The Circle of Fifths Trainer drills the 14 major and 14 minor key signatures used in Western music — every key from C major (no accidentals) through F♯ major (six sharps) and G♭ major (six flats), plus every relative minor. Two study modes, three drill directions, all free and mobile-friendly.

Key signatures study

Pick which keys to drill (major only, minor only, or both), then choose a direction. Key to accidentals shows you a key name (like "Key of D major") and asks you to mark the F♯ and C♯. Notes to key shows you the seven notes of a scale and asks you to name the key — a slightly harder direction that builds the reverse-association you need for sight-reading and analysis.

Relative minors study

A focused drill: see a major key, name its relative minor. The 14 majors cycle through in random order. Useful for internalizing the major/minor pairings — that A minor is the relative minor of C major, that E minor is G major's relative minor, that D minor pairs with F major, and so on through the whole circle.

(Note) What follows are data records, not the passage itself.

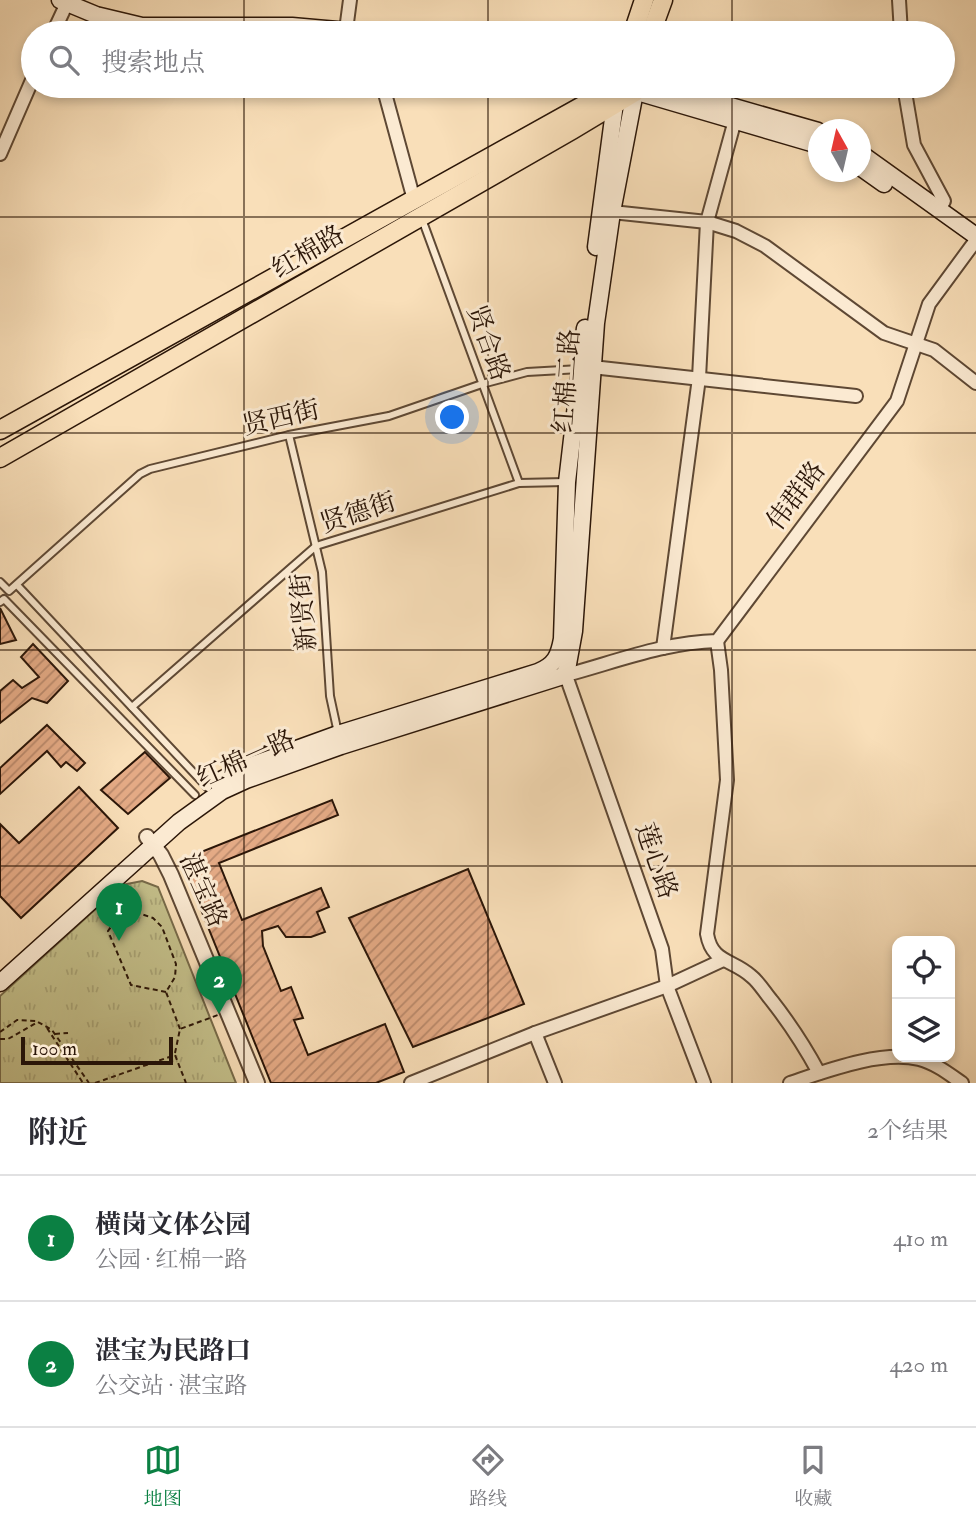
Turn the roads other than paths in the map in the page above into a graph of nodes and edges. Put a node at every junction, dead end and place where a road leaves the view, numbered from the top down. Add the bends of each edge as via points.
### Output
1 (350, 0) edge
2 (644, 0) edge
3 (663, 0) edge
4 (899, 0) edge
5 (63, 1) edge
6 (57, 21) edge
7 (121, 21) edge
8 (347, 21) edge
9 (637, 21) edge
10 (655, 21) edge
11 (900, 21) edge
12 (24, 98) edge
13 (386, 98) edge
14 (601, 98) edge
15 (604, 98) edge
16 (615, 98) edge
17 (634, 98) edge
18 (665, 98) edge
19 (703, 98) edge
20 (906, 98) edge
21 (735, 120) junction
22 (808, 128) edge
23 (808, 142) edge
24 (0, 154) edge
25 (871, 161) edge
26 (871, 174) edge
27 (414, 200) junction
28 (939, 209) junction
29 (612, 212) junction
30 (422, 216) junction
31 (707, 222) junction
32 (975, 243) edge
33 (917, 342) junction
34 (586, 368) junction
35 (699, 379) junction
36 (976, 383) edge
37 (482, 384) junction
38 (856, 396) dead end
39 (0, 429) edge
40 (289, 435) junction
41 (0, 458) edge
42 (567, 482) junction
43 (519, 483) junction
44 (316, 546) junction
45 (0, 582) edge
46 (17, 585) junction
47 (9, 591) junction
48 (0, 599) edge
49 (717, 641) junction
50 (663, 648) junction
51 (559, 656) junction
52 (566, 675) junction
53 (132, 707) junction
54 (340, 740) junction
55 (201, 792) junction
56 (151, 841) junction
57 (723, 960) junction
58 (0, 969) edge
59 (0, 983) edge
60 (667, 986) junction
61 (535, 1033) junction
62 (819, 1073) junction
63 (257, 1083) edge
64 (412, 1083) edge
65 (555, 1083) edge
66 (704, 1083) edge
67 (790, 1083) edge
68 (962, 1083) edge

1 - 8 street
2 - 9 main road
3 - 10 main road
4 - 11 street
5 - 6 street
5 - 7 main road
12 - 24 street
13 - 27 street
14 - 27 main road, 红棉路
15 - 30 main road, 红棉路
16 - 34 main road, 红棉二路
17 - 29 main road, 红棉二路
18 - 21 main road
19 - 22 main road
20 - 28 street via 914,145 944,201
21 - 23 main road
21 - 31 street
25 - 28 main road
26 - 32 main road
27 - 39 main road, 红棉路
28 - 32 main road
29 - 31 street
29 - 34 main road, 红棉二路
30 - 37 lane, 贤合路
30 - 41 main road, 红棉路
31 - 33 street via 765,246 884,333
31 - 35 street
32 - 33 street, 伟群路 via 929,304
33 - 36 street via 948,359
33 - 49 street, 伟群路 via 897,401
34 - 35 street
34 - 37 lane, 贤西街 via 527,372
34 - 42 main road, 红棉二路
34 - 52 main road, 红棉二路 via 574,631
35 - 38 street
35 - 50 street
37 - 40 lane, 贤西街 via 389,416
37 - 43 lane, 贤合路
40 - 44 lane, 新贤街
40 - 46 lane, 贤西街 via 140,474
42 - 43 lane, 贤德街
42 - 51 main road, 红棉二路
43 - 44 lane, 贤德街
44 - 53 lane, 贤德街
44 - 54 lane, 新贤街 via 331,696
45 - 47 lane
46 - 47 lane, 贤西街
46 - 53 lane
47 - 48 lane, 贤西街
48 - 55 lane
49 - 50 street
49 - 57 street via 727,780 707,934 709,947
50 - 52 street
51 - 52 street, 莲心路
51 - 54 main road, 红棉一路 via 538,672
52 - 54 main road, 红棉一路
52 - 60 street, 莲心路 via 662,949
53 - 55 lane
54 - 55 main road, 红棉一路 via 244,768
54 - 56 main road, 红棉一路 via 222,791
55 - 56 main road, 红棉一路
56 - 58 main road, 红棉一路
56 - 59 main road, 红棉一路
56 - 63 street, 湛宝路 via 171,874
57 - 60 street
57 - 62 street via 753,976 800,1036
60 - 61 street
60 - 66 street, 莲心路
61 - 64 street
61 - 65 street
62 - 67 street
62 - 68 street via 897,1057 931,1063

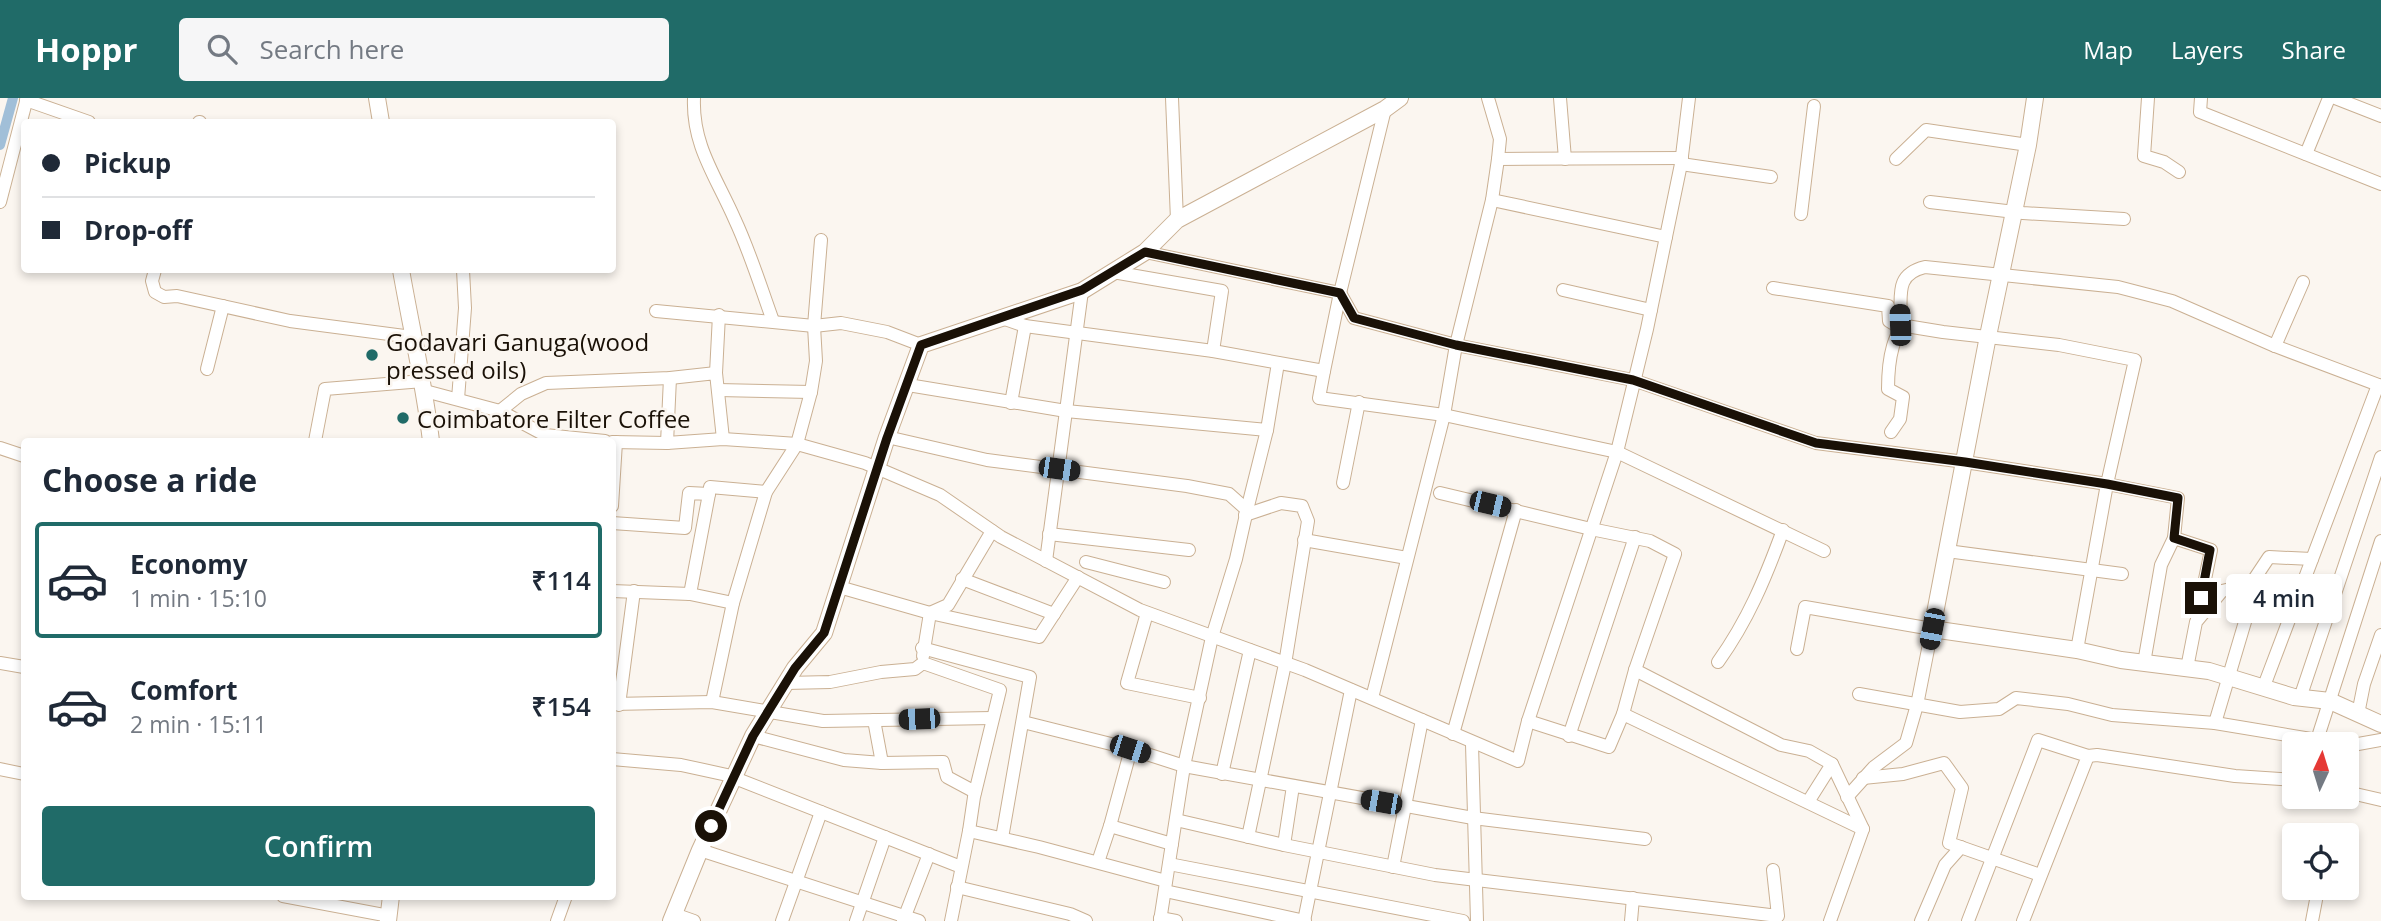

Why memorize key signatures?

The circle of fifths is one of the few facts in music theory that genuinely repays drilling. There's no shortcut to knowing that B major has 5 sharps without looking it up — but once it's reflexive you can read any score, transpose any piece, and analyze any chord progression without breaking flow. Best times are stored in your browser; +20 seconds per wrong answer keeps the focus on accuracy.